# Aim of the task:
All records should be reproduced verbatim.

# Records for the task:
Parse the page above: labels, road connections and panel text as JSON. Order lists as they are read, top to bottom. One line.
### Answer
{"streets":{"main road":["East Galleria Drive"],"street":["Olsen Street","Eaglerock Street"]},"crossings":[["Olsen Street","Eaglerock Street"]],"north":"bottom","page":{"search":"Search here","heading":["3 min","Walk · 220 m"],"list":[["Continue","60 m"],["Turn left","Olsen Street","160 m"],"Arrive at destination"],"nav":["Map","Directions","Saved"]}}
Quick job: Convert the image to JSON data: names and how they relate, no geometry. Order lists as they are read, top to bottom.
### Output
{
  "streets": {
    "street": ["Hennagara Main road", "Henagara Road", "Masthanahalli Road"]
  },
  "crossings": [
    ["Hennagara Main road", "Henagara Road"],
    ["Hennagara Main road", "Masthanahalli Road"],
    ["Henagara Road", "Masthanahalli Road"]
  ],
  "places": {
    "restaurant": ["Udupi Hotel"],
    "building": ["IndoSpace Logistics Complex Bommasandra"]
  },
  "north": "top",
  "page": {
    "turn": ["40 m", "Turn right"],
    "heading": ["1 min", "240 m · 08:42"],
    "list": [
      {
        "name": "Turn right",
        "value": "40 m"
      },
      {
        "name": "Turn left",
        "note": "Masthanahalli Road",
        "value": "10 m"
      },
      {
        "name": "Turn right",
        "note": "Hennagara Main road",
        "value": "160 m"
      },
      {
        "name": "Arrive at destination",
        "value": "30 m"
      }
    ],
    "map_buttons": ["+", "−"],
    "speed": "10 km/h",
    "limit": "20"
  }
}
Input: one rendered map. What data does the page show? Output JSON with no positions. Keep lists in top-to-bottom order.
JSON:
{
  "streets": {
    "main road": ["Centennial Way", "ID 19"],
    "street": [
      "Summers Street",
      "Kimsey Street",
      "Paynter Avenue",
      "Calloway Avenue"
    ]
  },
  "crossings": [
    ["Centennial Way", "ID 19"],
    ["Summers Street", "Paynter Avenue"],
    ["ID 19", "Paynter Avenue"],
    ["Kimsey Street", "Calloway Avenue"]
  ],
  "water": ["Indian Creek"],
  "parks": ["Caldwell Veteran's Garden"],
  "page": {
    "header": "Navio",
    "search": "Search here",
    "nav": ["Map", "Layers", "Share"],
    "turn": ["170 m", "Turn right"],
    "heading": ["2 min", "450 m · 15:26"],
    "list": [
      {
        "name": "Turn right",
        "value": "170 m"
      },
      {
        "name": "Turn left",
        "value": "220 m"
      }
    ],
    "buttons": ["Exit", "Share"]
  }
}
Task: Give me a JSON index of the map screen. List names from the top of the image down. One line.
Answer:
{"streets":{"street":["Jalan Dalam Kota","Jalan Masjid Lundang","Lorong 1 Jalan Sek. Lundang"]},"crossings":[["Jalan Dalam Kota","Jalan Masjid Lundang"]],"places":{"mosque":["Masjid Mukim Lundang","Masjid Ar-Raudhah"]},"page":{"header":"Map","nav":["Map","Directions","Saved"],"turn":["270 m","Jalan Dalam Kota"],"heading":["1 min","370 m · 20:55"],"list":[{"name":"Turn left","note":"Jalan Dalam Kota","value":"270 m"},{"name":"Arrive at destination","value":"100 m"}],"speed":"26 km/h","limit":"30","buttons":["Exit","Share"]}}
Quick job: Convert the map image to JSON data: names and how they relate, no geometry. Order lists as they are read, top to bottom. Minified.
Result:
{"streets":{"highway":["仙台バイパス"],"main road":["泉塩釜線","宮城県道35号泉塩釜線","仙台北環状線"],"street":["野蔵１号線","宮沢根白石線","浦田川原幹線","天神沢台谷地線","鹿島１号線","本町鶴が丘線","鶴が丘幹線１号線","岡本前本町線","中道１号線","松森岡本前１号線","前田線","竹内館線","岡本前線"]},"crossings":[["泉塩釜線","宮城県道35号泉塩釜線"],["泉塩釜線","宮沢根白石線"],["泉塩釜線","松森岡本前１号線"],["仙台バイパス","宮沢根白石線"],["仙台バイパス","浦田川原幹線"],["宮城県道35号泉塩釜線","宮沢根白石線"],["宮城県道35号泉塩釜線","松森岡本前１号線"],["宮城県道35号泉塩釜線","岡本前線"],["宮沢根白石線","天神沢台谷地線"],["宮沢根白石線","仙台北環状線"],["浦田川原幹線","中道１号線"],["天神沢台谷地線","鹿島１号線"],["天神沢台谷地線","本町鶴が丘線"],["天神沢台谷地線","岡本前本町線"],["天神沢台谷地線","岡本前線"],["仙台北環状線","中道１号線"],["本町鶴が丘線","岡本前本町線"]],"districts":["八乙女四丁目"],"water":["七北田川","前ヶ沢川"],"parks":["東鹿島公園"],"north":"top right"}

# Your response:
Parse the page above: labels, road connections and panel text as JSON. Order lists as they are read, top to bottom. One line.
### Answer
{"streets":{"main road":["East Galleria Drive"],"street":["Olsen Street","Eaglerock Street"]},"crossings":[["Olsen Street","Eaglerock Street"]],"north":"bottom","page":{"search":"Search here","heading":["3 min","Walk · 220 m"],"list":[["Continue","60 m"],["Turn left","Olsen Street","160 m"],"Arrive at destination"],"nav":["Map","Directions","Saved"]}}
Quick job: Convert the image to JSON data: names and how they relate, no geometry. Order lists as they are read, top to bottom.
### Output
{
  "streets": {
    "street": ["Hennagara Main road", "Henagara Road", "Masthanahalli Road"]
  },
  "crossings": [
    ["Hennagara Main road", "Henagara Road"],
    ["Hennagara Main road", "Masthanahalli Road"],
    ["Henagara Road", "Masthanahalli Road"]
  ],
  "places": {
    "restaurant": ["Udupi Hotel"],
    "building": ["IndoSpace Logistics Complex Bommasandra"]
  },
  "north": "top",
  "page": {
    "turn": ["40 m", "Turn right"],
    "heading": ["1 min", "240 m · 08:42"],
    "list": [
      {
        "name": "Turn right",
        "value": "40 m"
      },
      {
        "name": "Turn left",
        "note": "Masthanahalli Road",
        "value": "10 m"
      },
      {
        "name": "Turn right",
        "note": "Hennagara Main road",
        "value": "160 m"
      },
      {
        "name": "Arrive at destination",
        "value": "30 m"
      }
    ],
    "map_buttons": ["+", "−"],
    "speed": "10 km/h",
    "limit": "20"
  }
}
Input: one rendered map. What data does the page show? Output JSON with no positions. Keep lists in top-to-bottom order.
JSON:
{
  "streets": {
    "main road": ["Centennial Way", "ID 19"],
    "street": [
      "Summers Street",
      "Kimsey Street",
      "Paynter Avenue",
      "Calloway Avenue"
    ]
  },
  "crossings": [
    ["Centennial Way", "ID 19"],
    ["Summers Street", "Paynter Avenue"],
    ["ID 19", "Paynter Avenue"],
    ["Kimsey Street", "Calloway Avenue"]
  ],
  "water": ["Indian Creek"],
  "parks": ["Caldwell Veteran's Garden"],
  "page": {
    "header": "Navio",
    "search": "Search here",
    "nav": ["Map", "Layers", "Share"],
    "turn": ["170 m", "Turn right"],
    "heading": ["2 min", "450 m · 15:26"],
    "list": [
      {
        "name": "Turn right",
        "value": "170 m"
      },
      {
        "name": "Turn left",
        "value": "220 m"
      }
    ],
    "buttons": ["Exit", "Share"]
  }
}
Task: Give me a JSON index of the map screen. List names from the top of the image down. One line.
Answer:
{"streets":{"street":["Jalan Dalam Kota","Jalan Masjid Lundang","Lorong 1 Jalan Sek. Lundang"]},"crossings":[["Jalan Dalam Kota","Jalan Masjid Lundang"]],"places":{"mosque":["Masjid Mukim Lundang","Masjid Ar-Raudhah"]},"page":{"header":"Map","nav":["Map","Directions","Saved"],"turn":["270 m","Jalan Dalam Kota"],"heading":["1 min","370 m · 20:55"],"list":[{"name":"Turn left","note":"Jalan Dalam Kota","value":"270 m"},{"name":"Arrive at destination","value":"100 m"}],"speed":"26 km/h","limit":"30","buttons":["Exit","Share"]}}
Quick job: Convert the map image to JSON data: names and how they relate, no geometry. Order lists as they are read, top to bottom. Minified.
Result:
{"streets":{"highway":["仙台バイパス"],"main road":["泉塩釜線","宮城県道35号泉塩釜線","仙台北環状線"],"street":["野蔵１号線","宮沢根白石線","浦田川原幹線","天神沢台谷地線","鹿島１号線","本町鶴が丘線","鶴が丘幹線１号線","岡本前本町線","中道１号線","松森岡本前１号線","前田線","竹内館線","岡本前線"]},"crossings":[["泉塩釜線","宮城県道35号泉塩釜線"],["泉塩釜線","宮沢根白石線"],["泉塩釜線","松森岡本前１号線"],["仙台バイパス","宮沢根白石線"],["仙台バイパス","浦田川原幹線"],["宮城県道35号泉塩釜線","宮沢根白石線"],["宮城県道35号泉塩釜線","松森岡本前１号線"],["宮城県道35号泉塩釜線","岡本前線"],["宮沢根白石線","天神沢台谷地線"],["宮沢根白石線","仙台北環状線"],["浦田川原幹線","中道１号線"],["天神沢台谷地線","鹿島１号線"],["天神沢台谷地線","本町鶴が丘線"],["天神沢台谷地線","岡本前本町線"],["天神沢台谷地線","岡本前線"],["仙台北環状線","中道１号線"],["本町鶴が丘線","岡本前本町線"]],"districts":["八乙女四丁目"],"water":["七北田川","前ヶ沢川"],"parks":["東鹿島公園"],"north":"top right"}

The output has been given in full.